Here's a question for you. I made a reduced upper entrance for my bees on a beautiful 58 degree day and bees were flying. They got curious and for awhile they were allowed in through the upper entrance. After a short while the bees inside the entrance fought any of them that wanted in so I added a screen behind the entrance that day to use for ventilation. Today I opened it up again for the bees to use and sure enough after awhile they weren't letting any in. It's right by the candy sugar, are they being protective of it? I will make sure my bottom entrance which is reduced doesn't get blocked by snow so should I just keep that entrance above screened in or try again later in winter when less bees are out and flying?


----------



## Michael Bush (Aug 2, 2002)

It sounds like robbers are testing their defenses and they are standing up to them.


----------



## Cottonwood (Apr 16, 2013)

Here are a couple of photos from my configuration for last winter.

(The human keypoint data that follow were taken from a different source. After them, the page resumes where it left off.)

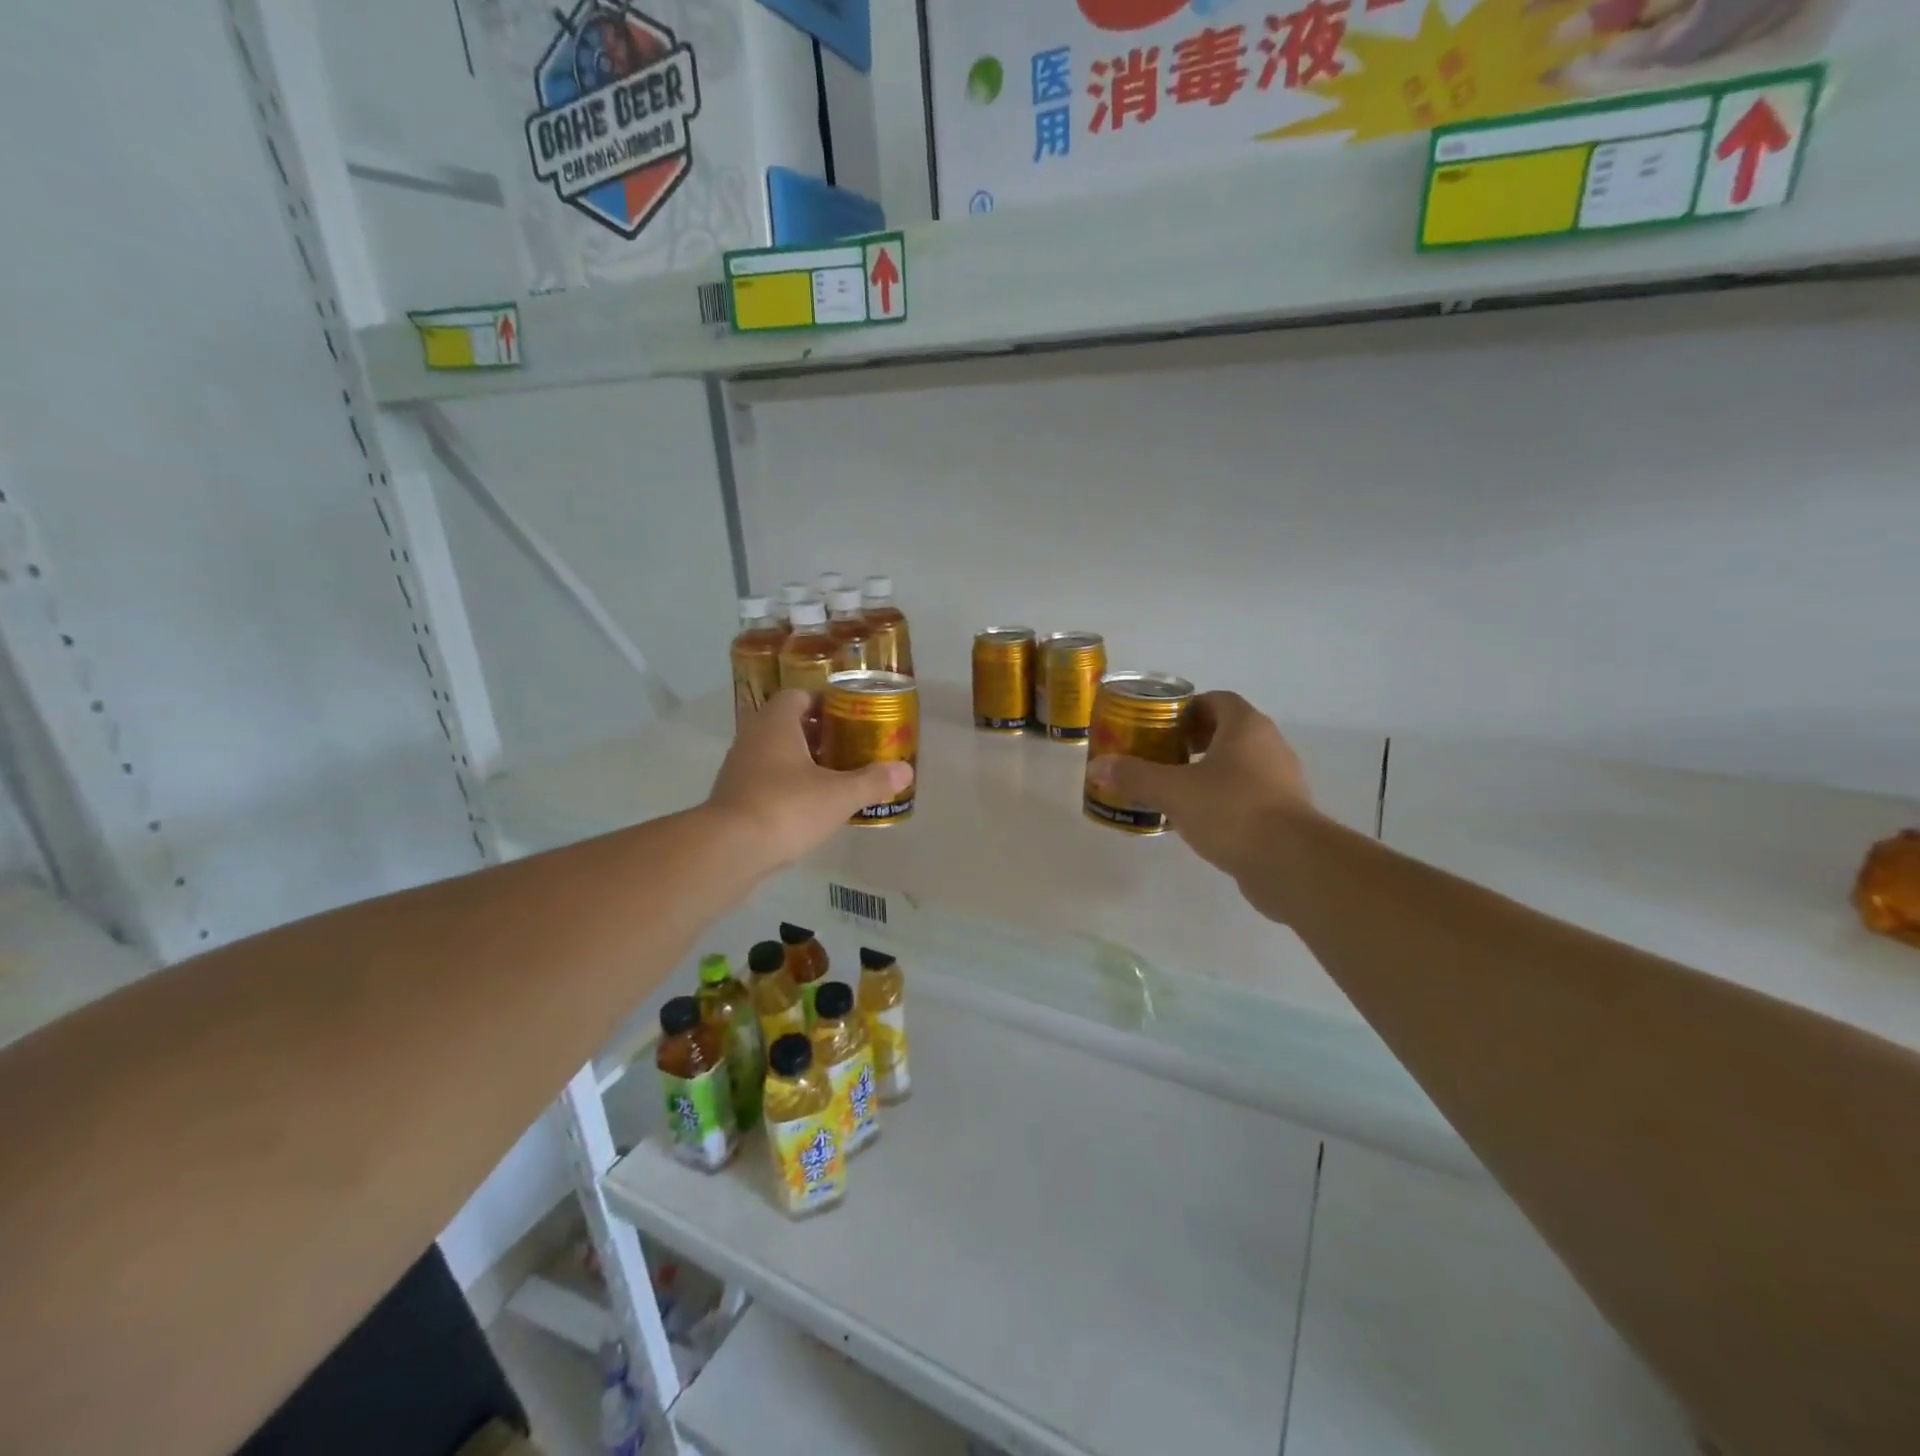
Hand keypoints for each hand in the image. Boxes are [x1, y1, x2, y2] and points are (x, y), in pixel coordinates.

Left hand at [706, 690, 912, 867]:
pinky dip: (786, 786)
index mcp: (776, 723)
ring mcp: (738, 768)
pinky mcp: (732, 798)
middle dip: (818, 735)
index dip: (824, 704)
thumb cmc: (786, 807)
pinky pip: (764, 781)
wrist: (729, 850)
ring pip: (774, 754)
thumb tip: (904, 770)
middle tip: (848, 749)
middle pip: (787, 725)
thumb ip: (872, 781)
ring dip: (801, 762)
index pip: (798, 696)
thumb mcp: (839, 795)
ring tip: (833, 779)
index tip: (849, 718)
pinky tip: (808, 807)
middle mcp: (753, 737)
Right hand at [1087, 692, 1315, 911]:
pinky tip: (1197, 818)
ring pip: (1238, 765)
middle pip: (1227, 731)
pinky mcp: (1284, 813)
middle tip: (1158, 755)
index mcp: (1246, 727)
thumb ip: (1135, 776)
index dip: (1187, 708)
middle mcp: (1269, 745)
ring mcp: (1281, 780)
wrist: (1290, 863)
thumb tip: (1097, 766)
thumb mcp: (1173, 791)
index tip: (1160, 725)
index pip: (1217, 700)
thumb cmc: (1231, 810)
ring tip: (1172, 788)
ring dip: (1207, 771)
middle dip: (1191, 740)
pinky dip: (1222, 798)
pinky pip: (1247, 794)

Both of these hives over wintered very well through the long and very cold winter we had last year. Here is the configuration I experimented with.
Four 10 frame mediums over a closed off screened bottom board. Next a 3 inch feed shim with a 1/2 inch entrance hole drilled in the front on a 30 degree angle sloping down to reduce wind and water entering the hive. I placed a 3/4 inch sheet of hard candy inside the feeder shim covering 90% of the frames. Next was a standard inner cover with the hole in the center. On top of that I placed a medium hive body with 2 three inch vent holes. Vent holes were located one in front and one in back in opposite sides. I used soffit vents for this. I also added 2 inch rigid insulation on the sides and top of this box. A standard telescoping cover was placed on top. The hive bodies and feed ring was covered with a sleeve of 2 inch rigid insulation. 

Moisture was not a problem and in early March ( the day the above photos were taken) the bees were in the feeder ring area working the sugar block. 

I plan on utilizing the same system this year and am hoping I get the same results.


----------